Data:
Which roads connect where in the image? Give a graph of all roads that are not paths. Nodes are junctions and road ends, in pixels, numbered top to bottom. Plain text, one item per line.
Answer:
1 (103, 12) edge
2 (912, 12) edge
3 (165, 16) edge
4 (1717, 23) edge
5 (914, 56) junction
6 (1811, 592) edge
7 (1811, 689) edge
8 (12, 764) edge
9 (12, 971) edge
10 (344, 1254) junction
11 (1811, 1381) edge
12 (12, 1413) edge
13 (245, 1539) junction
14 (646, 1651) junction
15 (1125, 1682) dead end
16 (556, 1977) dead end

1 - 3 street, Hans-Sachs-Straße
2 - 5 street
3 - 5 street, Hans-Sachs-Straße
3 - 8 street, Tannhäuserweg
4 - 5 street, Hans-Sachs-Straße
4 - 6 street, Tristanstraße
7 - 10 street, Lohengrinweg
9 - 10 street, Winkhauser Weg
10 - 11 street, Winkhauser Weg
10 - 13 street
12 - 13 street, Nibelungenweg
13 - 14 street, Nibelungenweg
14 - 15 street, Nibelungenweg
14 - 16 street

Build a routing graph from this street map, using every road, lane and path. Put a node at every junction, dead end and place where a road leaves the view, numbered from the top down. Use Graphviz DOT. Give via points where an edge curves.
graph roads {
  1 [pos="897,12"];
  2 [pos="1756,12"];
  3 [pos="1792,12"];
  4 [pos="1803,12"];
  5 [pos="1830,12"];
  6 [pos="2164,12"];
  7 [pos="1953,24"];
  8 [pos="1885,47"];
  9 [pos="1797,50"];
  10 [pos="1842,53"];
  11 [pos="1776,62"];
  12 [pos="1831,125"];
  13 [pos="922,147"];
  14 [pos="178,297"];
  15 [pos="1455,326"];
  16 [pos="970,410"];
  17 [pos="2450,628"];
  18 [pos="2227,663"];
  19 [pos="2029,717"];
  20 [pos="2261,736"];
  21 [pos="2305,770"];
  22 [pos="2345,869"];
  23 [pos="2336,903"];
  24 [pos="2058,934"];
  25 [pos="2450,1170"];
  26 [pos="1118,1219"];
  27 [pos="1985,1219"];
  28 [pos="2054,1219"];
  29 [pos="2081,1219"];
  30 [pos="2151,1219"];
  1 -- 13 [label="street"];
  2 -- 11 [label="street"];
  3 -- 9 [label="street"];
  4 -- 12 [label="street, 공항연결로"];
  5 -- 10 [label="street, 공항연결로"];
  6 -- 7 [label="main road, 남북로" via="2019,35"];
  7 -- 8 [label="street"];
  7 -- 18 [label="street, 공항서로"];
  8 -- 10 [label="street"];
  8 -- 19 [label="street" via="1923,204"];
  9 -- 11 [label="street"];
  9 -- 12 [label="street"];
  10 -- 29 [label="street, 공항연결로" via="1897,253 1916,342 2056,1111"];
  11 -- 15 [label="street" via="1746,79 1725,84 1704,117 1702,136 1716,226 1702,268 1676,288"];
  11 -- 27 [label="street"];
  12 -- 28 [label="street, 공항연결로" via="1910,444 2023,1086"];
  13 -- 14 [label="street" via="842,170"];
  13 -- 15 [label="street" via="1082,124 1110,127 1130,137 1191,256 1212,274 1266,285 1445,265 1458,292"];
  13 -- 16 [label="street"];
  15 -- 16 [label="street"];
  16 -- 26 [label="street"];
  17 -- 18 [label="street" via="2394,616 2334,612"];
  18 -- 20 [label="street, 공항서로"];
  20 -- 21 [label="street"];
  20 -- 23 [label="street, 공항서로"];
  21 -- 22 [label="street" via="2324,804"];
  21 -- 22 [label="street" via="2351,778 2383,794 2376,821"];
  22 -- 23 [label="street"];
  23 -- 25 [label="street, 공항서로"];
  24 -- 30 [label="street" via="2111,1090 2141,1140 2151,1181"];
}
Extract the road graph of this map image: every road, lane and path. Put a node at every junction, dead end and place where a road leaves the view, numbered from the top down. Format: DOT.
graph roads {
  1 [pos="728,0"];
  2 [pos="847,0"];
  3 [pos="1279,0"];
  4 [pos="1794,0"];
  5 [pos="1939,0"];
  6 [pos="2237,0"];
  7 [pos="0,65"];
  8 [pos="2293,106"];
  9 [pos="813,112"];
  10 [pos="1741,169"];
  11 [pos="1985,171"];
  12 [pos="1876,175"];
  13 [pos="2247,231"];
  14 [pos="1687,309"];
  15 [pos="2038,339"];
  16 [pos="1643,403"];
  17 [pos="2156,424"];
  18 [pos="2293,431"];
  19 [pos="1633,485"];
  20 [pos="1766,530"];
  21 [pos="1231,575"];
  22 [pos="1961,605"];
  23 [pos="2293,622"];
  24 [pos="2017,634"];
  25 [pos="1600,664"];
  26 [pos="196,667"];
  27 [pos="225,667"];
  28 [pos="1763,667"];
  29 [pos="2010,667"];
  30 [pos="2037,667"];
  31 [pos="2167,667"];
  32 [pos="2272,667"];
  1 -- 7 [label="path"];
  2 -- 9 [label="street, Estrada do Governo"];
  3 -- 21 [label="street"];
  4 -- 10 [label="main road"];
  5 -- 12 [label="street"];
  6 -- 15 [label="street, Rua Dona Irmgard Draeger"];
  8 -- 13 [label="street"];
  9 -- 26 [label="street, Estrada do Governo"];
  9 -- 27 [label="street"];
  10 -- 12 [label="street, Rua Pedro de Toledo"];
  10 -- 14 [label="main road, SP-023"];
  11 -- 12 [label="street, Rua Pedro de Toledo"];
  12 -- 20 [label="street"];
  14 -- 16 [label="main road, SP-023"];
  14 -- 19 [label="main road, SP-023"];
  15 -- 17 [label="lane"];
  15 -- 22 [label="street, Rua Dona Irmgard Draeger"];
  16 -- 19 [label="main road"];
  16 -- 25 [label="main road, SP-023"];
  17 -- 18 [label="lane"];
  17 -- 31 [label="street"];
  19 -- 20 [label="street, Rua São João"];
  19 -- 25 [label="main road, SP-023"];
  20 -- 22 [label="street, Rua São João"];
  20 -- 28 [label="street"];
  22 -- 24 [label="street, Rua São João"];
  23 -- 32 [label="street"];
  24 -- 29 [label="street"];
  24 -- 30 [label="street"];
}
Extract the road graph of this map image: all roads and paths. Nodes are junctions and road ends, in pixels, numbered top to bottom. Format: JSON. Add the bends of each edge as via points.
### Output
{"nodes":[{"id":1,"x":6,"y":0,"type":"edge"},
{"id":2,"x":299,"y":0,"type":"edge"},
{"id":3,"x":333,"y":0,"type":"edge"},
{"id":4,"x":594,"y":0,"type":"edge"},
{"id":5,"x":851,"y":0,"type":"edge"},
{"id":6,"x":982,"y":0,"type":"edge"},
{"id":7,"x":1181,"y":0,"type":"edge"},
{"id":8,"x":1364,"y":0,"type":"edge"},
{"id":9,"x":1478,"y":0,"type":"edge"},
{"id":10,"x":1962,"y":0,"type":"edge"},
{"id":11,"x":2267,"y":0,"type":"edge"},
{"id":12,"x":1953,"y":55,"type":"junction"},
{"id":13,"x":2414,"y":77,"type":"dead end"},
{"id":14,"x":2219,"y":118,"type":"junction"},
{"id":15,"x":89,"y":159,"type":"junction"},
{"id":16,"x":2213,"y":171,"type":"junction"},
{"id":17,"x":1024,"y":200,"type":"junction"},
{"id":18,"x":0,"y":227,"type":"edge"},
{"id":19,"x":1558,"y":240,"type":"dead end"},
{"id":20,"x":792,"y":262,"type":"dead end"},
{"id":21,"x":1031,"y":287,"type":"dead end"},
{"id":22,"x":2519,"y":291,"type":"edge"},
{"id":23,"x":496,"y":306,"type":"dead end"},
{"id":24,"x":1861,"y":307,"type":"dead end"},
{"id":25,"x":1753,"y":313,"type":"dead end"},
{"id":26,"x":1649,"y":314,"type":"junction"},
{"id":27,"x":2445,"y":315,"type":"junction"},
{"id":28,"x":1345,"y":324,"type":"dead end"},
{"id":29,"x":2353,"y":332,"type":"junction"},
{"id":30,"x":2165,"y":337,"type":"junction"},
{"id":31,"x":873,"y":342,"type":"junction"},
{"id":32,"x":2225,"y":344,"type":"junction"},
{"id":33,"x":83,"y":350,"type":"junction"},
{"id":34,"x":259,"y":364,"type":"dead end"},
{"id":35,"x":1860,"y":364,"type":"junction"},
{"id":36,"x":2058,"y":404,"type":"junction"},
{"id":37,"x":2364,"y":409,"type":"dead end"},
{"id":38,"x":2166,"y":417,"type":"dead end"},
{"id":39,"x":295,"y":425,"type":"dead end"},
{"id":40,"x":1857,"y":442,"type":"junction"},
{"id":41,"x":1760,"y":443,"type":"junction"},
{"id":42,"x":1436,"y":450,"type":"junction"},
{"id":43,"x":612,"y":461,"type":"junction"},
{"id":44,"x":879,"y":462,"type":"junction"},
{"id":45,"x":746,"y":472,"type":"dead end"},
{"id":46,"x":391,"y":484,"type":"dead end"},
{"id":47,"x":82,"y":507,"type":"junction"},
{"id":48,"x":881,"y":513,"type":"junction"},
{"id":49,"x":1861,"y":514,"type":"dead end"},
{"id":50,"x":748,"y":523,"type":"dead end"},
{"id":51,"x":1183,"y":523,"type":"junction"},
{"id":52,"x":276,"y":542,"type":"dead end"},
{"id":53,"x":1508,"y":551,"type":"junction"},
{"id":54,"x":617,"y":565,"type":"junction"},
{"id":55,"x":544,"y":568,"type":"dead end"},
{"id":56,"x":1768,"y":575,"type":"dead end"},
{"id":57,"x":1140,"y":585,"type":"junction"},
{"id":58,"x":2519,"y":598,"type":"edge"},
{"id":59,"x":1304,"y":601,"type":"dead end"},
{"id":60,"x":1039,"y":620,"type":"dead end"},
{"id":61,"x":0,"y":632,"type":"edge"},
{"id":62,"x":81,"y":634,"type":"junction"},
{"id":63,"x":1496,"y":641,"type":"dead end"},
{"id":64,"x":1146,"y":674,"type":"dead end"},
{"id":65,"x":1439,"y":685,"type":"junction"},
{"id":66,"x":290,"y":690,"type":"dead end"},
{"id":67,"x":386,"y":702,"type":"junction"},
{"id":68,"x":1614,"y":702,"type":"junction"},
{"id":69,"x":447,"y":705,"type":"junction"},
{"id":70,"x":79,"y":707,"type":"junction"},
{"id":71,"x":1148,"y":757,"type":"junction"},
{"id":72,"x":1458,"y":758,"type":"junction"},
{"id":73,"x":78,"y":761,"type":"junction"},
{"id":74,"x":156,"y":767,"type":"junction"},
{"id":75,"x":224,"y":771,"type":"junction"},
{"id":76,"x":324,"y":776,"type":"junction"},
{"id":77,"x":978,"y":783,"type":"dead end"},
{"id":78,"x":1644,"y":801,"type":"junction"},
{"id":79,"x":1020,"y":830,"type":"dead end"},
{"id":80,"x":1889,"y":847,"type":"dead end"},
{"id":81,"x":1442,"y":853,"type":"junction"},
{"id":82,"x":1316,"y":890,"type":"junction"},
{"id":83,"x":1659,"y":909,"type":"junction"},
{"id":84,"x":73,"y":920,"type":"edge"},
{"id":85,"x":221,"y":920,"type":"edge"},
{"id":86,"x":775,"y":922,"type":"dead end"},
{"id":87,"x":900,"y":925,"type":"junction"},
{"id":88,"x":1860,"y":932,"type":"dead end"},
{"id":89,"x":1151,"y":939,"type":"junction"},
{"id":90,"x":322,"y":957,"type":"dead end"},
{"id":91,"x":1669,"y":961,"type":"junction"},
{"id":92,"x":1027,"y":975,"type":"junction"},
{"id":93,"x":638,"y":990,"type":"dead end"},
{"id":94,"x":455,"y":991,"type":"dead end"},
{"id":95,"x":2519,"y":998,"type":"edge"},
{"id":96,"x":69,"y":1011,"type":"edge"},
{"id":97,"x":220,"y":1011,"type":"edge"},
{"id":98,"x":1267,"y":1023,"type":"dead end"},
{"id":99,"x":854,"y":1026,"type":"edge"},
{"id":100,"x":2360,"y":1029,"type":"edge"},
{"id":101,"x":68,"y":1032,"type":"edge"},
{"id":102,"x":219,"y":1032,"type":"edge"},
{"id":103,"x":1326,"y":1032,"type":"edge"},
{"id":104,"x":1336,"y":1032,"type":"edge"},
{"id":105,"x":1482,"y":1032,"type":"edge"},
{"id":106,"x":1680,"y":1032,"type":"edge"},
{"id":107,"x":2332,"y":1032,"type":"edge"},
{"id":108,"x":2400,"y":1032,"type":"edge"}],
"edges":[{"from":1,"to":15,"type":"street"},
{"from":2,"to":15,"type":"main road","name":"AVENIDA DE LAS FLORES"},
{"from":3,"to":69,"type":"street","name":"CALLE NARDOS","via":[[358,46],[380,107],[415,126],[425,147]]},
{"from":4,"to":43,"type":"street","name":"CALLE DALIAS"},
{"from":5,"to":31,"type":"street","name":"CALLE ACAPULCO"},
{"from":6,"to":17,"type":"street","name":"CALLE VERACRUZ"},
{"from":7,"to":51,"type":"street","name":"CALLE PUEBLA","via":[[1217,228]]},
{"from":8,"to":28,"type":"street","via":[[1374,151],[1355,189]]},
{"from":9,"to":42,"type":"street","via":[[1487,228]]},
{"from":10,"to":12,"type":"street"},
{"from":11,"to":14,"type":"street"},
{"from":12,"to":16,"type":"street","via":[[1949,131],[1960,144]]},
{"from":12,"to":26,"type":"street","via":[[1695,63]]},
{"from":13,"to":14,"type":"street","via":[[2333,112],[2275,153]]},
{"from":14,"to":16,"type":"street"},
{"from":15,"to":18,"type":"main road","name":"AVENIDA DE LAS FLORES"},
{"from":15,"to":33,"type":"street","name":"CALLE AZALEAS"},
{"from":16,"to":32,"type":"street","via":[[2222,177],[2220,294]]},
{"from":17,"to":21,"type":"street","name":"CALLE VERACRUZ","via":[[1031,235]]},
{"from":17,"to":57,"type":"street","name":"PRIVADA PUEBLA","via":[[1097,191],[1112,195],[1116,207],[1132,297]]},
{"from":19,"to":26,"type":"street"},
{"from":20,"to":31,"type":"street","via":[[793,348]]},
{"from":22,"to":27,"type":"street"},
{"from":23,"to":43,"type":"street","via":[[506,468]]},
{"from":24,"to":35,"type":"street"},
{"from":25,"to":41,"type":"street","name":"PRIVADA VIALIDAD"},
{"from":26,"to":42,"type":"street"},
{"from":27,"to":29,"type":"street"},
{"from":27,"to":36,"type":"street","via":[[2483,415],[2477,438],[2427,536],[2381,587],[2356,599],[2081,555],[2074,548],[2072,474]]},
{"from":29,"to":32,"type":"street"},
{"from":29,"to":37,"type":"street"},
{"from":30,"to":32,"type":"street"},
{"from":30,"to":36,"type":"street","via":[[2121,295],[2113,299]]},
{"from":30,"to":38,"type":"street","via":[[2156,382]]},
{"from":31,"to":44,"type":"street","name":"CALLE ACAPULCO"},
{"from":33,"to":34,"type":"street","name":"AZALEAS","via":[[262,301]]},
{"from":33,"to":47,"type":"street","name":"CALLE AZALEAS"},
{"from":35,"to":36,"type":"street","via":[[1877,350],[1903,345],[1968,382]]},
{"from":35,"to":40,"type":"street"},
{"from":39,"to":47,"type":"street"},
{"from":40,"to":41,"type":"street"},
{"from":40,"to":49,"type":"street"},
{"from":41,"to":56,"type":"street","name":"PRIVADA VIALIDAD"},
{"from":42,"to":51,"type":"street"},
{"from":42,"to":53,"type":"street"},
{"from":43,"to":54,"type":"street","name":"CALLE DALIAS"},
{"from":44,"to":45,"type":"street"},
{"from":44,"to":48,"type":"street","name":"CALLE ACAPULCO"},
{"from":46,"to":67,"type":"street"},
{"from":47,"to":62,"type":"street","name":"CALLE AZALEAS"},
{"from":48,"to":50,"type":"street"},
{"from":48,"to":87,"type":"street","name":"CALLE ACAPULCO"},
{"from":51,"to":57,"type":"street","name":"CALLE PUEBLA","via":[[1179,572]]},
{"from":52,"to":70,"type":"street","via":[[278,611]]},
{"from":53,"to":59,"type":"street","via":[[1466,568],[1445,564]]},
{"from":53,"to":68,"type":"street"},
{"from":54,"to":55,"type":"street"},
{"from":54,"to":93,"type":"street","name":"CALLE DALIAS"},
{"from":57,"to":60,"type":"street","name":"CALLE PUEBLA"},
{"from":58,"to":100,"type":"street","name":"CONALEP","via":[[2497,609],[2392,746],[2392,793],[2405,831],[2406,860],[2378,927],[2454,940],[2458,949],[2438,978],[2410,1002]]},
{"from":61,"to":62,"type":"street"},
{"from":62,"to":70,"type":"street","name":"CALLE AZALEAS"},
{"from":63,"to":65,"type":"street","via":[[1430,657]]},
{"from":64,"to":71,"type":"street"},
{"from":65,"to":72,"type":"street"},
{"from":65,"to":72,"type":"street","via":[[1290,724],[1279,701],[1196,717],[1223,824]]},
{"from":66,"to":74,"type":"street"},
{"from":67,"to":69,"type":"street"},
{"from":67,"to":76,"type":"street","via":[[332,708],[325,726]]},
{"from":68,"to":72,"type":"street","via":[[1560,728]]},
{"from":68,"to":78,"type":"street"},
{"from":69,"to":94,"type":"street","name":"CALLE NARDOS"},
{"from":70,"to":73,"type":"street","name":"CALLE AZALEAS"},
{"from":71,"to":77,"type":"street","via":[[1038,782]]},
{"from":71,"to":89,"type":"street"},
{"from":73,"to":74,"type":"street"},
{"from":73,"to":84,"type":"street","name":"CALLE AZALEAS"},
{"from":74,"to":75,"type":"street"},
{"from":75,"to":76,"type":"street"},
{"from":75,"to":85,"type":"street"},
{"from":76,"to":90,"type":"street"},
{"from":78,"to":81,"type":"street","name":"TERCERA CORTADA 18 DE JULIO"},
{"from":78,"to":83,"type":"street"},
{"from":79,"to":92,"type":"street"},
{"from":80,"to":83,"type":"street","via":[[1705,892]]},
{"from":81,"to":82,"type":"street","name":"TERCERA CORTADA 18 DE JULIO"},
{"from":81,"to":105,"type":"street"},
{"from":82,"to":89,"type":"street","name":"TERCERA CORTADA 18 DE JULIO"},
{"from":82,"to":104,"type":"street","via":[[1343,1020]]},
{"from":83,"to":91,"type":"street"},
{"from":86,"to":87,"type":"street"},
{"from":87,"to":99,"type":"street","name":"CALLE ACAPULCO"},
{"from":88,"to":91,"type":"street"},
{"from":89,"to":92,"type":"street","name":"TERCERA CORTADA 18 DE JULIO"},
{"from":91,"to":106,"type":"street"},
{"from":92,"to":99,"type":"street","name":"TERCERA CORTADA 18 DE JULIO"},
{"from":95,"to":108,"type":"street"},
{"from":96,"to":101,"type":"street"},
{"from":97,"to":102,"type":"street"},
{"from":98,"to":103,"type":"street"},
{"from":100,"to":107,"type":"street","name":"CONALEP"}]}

Work task: Whenever a line above contains "junctions", copy that line.

Problem solution:
Which roads connect where in the image? Give a graph of all roads that are not paths. Nodes are junctions and road ends, in pixels, numbered top to bottom. Plain text, one item per line.
Extract the road graph of this map image: all roads and paths. Nodes are junctions and road ends, in pixels, numbered top to bottom. Format: JSON. Add the bends of each edge as via points.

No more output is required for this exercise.